Sir Charles parecía más viejo que de costumbre, viejo y cansado.
Más de una vez la joven recurrió a él, pero sus respuestas fueron displicentes.
La discusión acabó a las once. Sir Charles salió con ellos a la terraza y les ofreció una linterna para bajar el sendero.
Pero no hacía falta linterna alguna porque era una hermosa noche de luna llena. Los muchachos descendieron juntos y sus voces se fueron debilitando a medida que se alejaban.
Con luna llena o sin ella, Satterthwaite no estaba para coger un resfriado y volvió a la sala. Cartwright permaneció todavía unos instantes en la terraza. Luego entró y, después de cerrar el ventanal, se sirvió una copa.
—Satterthwaite —murmuró—, mañana me marcho.
—¿Qué dice? —exclamó el otro asombrado.
En el rostro del actor se dibujó una melancólica sonrisa de placer ante el efecto de sus palabras.
—No puedo hacer otra cosa —afirmó en un tono teatral—. Tengo que vender este lugar. Nadie sabrá nunca lo que ha significado para mí.
Después de representar un papel secundario, el orgullo de sir Charles se desquitaba representando la escena de «la renunciación» que tantas veces había representado en infinidad de dramas, al alejarse de la mujer de su amigo, renunciando a la muchacha a quien amaba. Pero en su voz había cierto tono de petulancia cuando continuó:
—No me diga nada, es la única solución. La juventud para la juventud. Esos dos están hechos el uno para el otro. Debo marcharme.
—Pero ¿adonde?
El actor hizo un gesto indiferente.
—A cualquier sitio. ¿Qué importa el lugar? —Después añadió, cambiando ligeramente de tono—. Probablemente a Montecarlo. —Y luego, llevando la emoción a lo más sublime, prosiguió—: En medio del desierto o entre la muchedumbre. ¿Qué más da si el corazón está solo, aislado? He sido siempre un alma solitaria.
Después de aquello, se imponía el mutis. Saludó a su amigo y salió de la habitación.

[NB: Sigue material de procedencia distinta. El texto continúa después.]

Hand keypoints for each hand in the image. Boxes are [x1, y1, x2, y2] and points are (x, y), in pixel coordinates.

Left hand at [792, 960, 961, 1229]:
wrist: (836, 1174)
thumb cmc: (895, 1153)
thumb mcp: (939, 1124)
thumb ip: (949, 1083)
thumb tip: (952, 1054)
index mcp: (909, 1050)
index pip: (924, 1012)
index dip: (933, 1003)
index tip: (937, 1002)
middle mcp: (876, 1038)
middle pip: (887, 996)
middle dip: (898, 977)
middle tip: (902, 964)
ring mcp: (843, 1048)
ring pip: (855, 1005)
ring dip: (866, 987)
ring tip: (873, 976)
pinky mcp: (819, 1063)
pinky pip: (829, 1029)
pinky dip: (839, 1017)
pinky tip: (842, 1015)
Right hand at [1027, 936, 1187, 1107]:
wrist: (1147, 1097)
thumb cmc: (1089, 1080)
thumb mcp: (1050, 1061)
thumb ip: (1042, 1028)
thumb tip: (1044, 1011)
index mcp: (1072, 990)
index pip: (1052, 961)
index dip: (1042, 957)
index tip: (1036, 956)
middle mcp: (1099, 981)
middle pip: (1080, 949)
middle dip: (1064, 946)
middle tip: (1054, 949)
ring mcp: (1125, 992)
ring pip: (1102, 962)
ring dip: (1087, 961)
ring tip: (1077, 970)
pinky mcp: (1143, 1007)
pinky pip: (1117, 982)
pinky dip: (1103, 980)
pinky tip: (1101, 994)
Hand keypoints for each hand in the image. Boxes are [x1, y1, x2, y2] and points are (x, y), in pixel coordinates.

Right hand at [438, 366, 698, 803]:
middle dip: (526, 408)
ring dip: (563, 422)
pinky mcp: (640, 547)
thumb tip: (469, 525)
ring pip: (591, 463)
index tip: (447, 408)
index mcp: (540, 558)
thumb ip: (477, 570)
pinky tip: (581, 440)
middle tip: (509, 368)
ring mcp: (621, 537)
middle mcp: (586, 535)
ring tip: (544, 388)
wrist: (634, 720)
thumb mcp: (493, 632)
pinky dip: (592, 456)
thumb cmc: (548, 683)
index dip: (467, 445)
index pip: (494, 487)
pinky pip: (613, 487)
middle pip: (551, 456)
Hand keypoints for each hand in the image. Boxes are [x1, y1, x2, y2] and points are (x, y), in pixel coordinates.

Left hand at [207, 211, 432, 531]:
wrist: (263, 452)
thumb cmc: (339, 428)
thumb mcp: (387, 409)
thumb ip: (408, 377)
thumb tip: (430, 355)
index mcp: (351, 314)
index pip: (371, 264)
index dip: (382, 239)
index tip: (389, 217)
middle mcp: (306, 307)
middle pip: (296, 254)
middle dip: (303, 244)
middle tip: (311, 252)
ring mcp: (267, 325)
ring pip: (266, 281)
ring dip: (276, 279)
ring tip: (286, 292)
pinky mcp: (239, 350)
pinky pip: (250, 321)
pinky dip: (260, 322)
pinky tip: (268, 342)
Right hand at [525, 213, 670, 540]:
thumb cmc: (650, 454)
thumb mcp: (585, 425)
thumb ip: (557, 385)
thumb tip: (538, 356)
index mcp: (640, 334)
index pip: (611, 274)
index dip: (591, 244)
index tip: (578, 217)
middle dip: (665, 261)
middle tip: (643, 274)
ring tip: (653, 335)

Satterthwaite se levantó, dispuesto a irse a la cama.
Pero no será al desierto adonde vayas, pensó.
A la mañana siguiente, sir Charles se excusó ante su amigo por marcharse aquel mismo día a la ciudad.
—No se vaya usted, quédese hasta mañana como pensaba. Ya sé que de aquí irá a Tavistock, a casa de los Haberton. El coche vendrá a buscarlo. No puedo quedarme después de haber tomado mi determinación. No puedo mirar hacia atrás. No, no puedo.